We connect everything with this cable to Ethernet Cards also referred to as NICs (Network Interface Cards) that are using speeds of 10/100 or even Gigabit (1000) speeds.
Speaking of speeds, we reference the different speeds with the following:
Ethernet – 10 Mbps (That’s bits per second. People confuse this because hard drives and USB ports use Bytes per second. Big B vs small b. It will byte you in the ass at some point)
FastEthernet – 100 Mbps
GigabitEthernet – 1000 Mbps or 1Gbps
In the past, we have also referred to it as 10BASE-T, 100BASE-TX and etc. Some routers and switches you can buy off the shelf will use this annotation. But lately they have been dumbing it down for us common folk.
Not going to get into the “history” of this shit.
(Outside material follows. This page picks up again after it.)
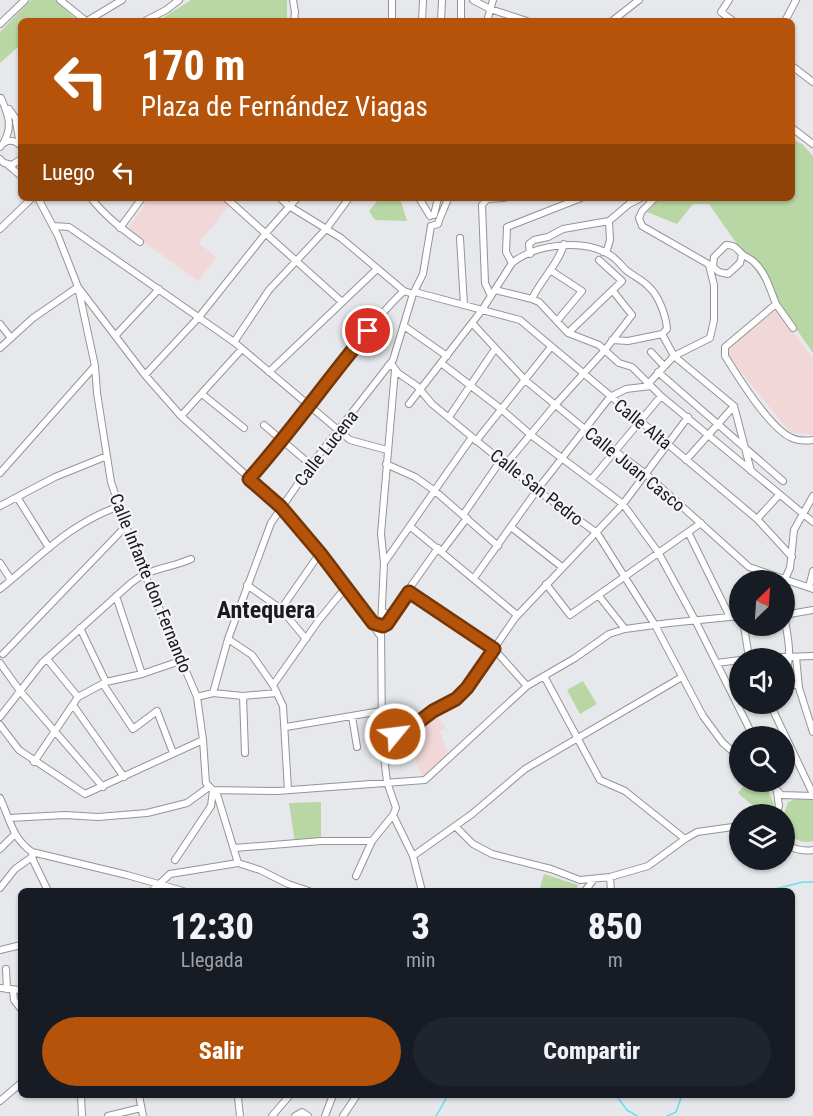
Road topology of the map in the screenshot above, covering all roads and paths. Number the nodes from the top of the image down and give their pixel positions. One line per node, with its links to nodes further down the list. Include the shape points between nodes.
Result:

But know that at some point everybody agreed to rally around use of of the Ethernet standards and using MAC addresses (Media Access Control) for the datalink layer (aka layer 2) and uniform physical wiring standards. If you remember from the last chapter we talked about the fact that the Ethernet standard originally just had the Network Access layer. So the MAC address was part of what they called the LLC sub-layer of the “Logical Link Control” Sub-layer.
We had 10BASE2 and 10BASE5, with the only real difference being in the way they were wired. This was using the coaxial cable I referred to in the last blog.
There was no switches or hubs. Because we don’t like you. There was just this bus cable with pickoffs and everybody was (in a sense) wired to one cable.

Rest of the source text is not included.